2. Description of Related Art
When inputting data in a natural language, a user may pause in the natural language input which can adversely affect the recognition of the natural language input.
In particular, in speech recognition which use context free grammars if a user inserts pauses other than at the places expected by a speech recognition engine e.g. at the end of a sentence, the resultant speech recognition accuracy can be adversely affected.
There are many reasons why a speaker may insert pauses during speech input e.g. when emphasising words where the pauses are not properly interpreted by the speech recogniser. Pauses may also occur in the speech input where actions are involved. One particular area in which this occurs is in the field of multimodal data input.
In general pauses or breaks may occur deliberately or inadvertently.
In order to increase the richness with which a user can interact with a machine, it has become common for the user to be able to interact the machine using more than one type of input device, i.e. more than one modality. For example, it is common in speech recognition systems used on general purpose computers to allow a user to input data using a speech recognition engine, and to supplement the input of speech data with mouse data and keyboard data. Multimodal systems combine input modalities such as touch, pen, speech and gesture to allow more natural and powerful communication than any single modality would alone.

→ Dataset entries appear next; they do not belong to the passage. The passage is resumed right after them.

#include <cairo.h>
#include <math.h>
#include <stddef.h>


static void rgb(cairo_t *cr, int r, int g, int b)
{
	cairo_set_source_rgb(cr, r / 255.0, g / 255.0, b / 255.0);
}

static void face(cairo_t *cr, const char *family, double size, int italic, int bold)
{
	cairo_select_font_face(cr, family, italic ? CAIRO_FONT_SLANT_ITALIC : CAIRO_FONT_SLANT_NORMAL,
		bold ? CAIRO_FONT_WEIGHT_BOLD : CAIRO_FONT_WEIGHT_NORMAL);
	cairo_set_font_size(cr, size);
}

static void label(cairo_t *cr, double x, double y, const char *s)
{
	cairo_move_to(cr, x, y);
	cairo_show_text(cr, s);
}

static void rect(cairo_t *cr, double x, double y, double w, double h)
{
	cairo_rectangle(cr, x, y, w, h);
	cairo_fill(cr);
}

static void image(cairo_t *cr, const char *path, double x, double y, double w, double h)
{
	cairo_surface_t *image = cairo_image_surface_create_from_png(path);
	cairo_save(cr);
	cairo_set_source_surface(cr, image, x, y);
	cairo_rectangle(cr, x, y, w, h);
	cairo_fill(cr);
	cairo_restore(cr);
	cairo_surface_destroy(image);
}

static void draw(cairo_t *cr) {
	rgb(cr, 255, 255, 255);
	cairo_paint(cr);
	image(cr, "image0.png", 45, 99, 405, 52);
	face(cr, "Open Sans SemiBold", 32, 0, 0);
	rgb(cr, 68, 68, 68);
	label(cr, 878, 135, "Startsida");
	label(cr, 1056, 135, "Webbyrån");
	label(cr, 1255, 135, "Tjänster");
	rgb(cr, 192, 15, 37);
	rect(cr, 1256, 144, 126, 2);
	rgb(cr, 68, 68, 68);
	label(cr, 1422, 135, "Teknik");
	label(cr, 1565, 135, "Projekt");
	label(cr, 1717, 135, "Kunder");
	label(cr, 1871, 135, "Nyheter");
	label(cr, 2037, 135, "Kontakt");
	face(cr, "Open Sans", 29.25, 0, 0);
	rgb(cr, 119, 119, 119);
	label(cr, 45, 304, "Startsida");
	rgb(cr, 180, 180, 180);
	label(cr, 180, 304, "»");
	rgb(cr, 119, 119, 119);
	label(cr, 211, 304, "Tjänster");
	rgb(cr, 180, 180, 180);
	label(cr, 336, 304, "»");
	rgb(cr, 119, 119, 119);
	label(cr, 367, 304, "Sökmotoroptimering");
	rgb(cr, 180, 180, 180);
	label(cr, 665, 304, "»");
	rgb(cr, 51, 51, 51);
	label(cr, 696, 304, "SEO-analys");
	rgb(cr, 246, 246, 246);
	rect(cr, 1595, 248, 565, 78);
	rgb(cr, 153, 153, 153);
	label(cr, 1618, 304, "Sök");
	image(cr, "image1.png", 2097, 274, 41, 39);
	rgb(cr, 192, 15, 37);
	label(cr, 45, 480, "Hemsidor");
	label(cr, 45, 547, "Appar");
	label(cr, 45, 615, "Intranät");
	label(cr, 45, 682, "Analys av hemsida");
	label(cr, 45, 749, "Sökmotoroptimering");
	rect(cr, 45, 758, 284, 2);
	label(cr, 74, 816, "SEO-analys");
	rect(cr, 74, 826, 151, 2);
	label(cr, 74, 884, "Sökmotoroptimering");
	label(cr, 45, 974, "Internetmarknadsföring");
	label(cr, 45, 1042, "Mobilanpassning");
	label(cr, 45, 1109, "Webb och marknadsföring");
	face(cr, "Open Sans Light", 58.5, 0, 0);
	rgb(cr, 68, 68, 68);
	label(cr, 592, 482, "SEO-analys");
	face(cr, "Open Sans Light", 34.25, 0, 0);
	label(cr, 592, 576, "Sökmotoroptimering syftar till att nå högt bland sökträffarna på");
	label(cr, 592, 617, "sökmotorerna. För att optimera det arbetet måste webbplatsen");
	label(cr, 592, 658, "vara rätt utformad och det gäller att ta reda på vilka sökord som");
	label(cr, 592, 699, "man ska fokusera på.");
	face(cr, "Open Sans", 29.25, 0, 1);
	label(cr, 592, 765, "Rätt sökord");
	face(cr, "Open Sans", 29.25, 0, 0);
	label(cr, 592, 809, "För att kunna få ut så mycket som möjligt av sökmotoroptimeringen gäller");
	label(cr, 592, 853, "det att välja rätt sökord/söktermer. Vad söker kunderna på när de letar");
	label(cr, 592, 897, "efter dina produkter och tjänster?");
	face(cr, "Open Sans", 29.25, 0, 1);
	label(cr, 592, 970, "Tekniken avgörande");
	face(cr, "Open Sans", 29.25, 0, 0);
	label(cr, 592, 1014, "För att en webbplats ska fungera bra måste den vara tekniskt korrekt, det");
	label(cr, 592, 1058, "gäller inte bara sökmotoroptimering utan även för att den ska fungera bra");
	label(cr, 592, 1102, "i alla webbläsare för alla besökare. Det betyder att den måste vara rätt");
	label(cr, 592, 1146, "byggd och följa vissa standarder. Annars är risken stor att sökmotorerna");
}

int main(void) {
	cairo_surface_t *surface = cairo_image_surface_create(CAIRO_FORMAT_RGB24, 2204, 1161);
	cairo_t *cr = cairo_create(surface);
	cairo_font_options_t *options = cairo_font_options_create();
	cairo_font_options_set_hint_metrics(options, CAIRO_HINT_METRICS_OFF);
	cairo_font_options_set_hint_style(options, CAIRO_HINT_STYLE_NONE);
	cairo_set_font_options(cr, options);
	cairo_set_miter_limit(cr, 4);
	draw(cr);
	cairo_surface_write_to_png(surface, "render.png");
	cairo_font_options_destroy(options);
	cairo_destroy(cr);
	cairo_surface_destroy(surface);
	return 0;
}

When one of the modalities comprises a channel by which natural language can be input, in view of the interaction by a user with more than one modality at the same time, the inputting of data using a second modality can affect the inputting of data using natural language i.e. when a user is inputting data in a second modality, this can cause a delay in the input of natural language. For example, when a user uses a multimodal system for inputting speech and mouse events, the user may pause during speech in order to properly locate the pointer controlled by the mouse in order to generate the mouse event. This pause in the natural language input can in some instances cause errors in the recognition of the natural language input. The reason for this is that some speech recognition systems use context free grammars for the recognition process. A context free grammar defines a whole utterance (i.e. a portion of speech between pauses). Thus a pause appearing in the middle of what the recognition engine expects to be an utterance causes the recognition engine to treat the input speech as two shorter utterances. The recognition engine will thus try to match the two utterances separately to the grammar rules. This causes misrecognition.